Unfortunately the government had nothing to offer on the basic demands. Sharad Pawar explained the steps being taken to bring a Food Security Bill in parliament, which would help to control the prices. He also said the government could not accept the demands for universalisation of the public distribution system.


He also said the cabinet was to take up for discussion a national employment policy and also a national minimum wage policy. But he could not give any details about the contents of the employment policy or the concept of minimum wage in the policy statement.


The trade union representatives urged for concrete time bound action on the issues like “same wage for same work for contract labour” and minimum wage formulation, on which consensus was arrived at in successive Indian Labour Conferences. But the ministers present in the meeting could not give any such assurances.


The labour minister only repeated what he had said on February 13.


Defence minister, A K Antony, said that, as explained by other ministers, discussions on certain demands were at various stages. He admitted that the discussions had been delayed and that he could understand the difficulties of the unions at the last minute.

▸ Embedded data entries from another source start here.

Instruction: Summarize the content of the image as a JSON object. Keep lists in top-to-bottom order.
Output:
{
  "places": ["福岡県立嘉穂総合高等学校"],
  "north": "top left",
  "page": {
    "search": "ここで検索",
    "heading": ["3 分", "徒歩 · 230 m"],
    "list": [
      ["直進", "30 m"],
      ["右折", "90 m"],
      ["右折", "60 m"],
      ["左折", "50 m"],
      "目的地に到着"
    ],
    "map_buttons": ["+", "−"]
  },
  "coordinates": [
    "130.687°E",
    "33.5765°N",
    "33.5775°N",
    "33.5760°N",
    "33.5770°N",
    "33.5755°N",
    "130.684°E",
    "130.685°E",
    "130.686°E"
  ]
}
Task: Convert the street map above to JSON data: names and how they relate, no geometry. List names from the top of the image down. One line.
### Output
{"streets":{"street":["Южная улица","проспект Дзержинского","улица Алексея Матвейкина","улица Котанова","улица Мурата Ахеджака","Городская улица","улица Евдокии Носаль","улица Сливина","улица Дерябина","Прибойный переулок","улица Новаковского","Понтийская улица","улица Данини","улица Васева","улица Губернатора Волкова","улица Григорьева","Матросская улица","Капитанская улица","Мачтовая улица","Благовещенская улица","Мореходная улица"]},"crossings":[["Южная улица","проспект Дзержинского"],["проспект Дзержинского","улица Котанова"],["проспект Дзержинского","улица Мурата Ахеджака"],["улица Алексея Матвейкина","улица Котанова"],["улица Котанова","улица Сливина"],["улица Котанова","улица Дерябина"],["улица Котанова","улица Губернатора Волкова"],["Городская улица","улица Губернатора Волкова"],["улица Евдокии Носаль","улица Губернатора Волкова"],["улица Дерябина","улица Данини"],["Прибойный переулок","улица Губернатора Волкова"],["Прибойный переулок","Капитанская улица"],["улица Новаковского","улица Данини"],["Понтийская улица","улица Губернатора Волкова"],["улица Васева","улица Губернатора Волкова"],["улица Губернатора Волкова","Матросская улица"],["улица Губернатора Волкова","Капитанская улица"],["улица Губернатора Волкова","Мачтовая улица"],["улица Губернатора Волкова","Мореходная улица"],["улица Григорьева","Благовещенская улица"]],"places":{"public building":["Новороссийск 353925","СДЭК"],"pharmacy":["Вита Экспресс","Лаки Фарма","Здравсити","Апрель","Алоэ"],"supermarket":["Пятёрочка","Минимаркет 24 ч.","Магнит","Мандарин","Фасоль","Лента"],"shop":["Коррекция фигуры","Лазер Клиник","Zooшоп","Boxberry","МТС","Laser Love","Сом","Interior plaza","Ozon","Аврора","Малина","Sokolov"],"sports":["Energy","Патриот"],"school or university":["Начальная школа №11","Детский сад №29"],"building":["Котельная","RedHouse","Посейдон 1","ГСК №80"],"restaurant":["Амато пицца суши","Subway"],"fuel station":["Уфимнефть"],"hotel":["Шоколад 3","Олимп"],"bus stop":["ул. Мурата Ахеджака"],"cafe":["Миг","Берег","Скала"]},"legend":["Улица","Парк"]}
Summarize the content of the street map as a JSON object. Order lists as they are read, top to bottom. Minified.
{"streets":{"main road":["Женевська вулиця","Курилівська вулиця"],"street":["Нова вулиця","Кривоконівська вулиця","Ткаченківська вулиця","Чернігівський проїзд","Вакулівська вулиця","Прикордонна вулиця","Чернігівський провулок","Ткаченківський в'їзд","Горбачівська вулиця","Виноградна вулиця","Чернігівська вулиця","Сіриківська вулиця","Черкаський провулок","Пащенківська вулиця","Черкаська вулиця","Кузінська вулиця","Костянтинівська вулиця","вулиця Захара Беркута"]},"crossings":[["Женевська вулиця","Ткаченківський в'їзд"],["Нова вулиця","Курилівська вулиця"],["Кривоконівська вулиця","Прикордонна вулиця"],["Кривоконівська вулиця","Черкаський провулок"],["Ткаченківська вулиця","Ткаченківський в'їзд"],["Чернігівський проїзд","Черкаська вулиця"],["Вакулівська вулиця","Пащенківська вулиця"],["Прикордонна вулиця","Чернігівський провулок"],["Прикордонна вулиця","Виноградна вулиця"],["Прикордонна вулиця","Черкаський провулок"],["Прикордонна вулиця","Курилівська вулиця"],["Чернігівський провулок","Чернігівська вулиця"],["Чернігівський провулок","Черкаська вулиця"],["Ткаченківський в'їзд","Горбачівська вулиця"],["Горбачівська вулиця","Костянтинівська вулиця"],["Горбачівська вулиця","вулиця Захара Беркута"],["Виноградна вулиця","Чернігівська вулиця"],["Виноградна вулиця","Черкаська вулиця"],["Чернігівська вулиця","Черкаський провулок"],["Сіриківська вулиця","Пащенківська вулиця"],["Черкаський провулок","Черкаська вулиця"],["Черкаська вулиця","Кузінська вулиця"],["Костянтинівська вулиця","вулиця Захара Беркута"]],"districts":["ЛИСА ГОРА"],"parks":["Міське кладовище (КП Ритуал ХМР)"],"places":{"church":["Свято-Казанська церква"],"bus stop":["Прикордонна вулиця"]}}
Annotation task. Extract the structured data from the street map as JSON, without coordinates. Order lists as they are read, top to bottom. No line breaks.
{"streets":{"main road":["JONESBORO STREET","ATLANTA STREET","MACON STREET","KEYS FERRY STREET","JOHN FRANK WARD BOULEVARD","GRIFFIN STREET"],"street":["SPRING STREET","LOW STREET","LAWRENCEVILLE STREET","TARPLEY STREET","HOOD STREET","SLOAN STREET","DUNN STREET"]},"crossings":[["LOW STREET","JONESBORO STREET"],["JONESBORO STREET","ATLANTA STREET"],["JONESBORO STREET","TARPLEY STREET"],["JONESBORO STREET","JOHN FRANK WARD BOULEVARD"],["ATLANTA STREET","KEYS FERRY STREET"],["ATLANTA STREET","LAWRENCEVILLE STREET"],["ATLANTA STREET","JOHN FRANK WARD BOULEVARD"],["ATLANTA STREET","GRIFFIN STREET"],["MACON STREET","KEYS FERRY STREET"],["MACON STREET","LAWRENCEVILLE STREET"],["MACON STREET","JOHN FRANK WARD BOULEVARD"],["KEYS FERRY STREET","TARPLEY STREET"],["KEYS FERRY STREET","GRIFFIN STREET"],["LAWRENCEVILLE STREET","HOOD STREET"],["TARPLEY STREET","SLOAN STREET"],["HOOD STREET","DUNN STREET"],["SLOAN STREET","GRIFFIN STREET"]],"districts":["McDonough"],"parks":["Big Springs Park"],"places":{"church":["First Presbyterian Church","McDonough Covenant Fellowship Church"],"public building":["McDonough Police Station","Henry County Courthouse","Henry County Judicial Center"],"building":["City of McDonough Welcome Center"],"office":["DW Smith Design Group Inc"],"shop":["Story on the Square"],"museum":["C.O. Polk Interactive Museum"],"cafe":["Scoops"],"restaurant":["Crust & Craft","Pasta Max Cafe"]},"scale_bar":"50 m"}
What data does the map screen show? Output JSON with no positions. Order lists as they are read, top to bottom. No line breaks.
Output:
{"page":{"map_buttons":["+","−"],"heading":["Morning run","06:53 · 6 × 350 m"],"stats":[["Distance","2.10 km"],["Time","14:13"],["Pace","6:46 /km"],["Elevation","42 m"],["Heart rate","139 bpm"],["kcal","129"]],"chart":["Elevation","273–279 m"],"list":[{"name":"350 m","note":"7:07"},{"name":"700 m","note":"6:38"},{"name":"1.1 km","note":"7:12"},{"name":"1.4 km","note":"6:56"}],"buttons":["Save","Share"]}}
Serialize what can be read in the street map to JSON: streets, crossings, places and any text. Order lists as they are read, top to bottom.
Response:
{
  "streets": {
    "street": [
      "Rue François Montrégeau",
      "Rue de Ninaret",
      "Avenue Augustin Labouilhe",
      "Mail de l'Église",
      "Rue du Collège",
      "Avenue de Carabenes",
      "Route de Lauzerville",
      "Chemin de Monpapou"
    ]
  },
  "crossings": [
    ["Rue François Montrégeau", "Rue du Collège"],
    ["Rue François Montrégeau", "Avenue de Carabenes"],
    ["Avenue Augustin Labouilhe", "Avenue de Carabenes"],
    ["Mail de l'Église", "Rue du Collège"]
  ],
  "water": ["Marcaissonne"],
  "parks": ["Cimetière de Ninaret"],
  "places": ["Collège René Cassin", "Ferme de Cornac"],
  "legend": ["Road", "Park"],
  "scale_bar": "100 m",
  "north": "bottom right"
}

Central trade unions, again in one voice, told the government that it was not possible even to think of postponing the strike in such a situation when the govt was in mood to give any concrete commitment on any substantive issue. Even on the proposed employment policy and the minimum wage policy, no details were shared with the trade unions. Obviously the unions could not accept anything blindly. The leaders therefore made it clear to the government representatives that there was no alternative but to go ahead with the 48 hour strike.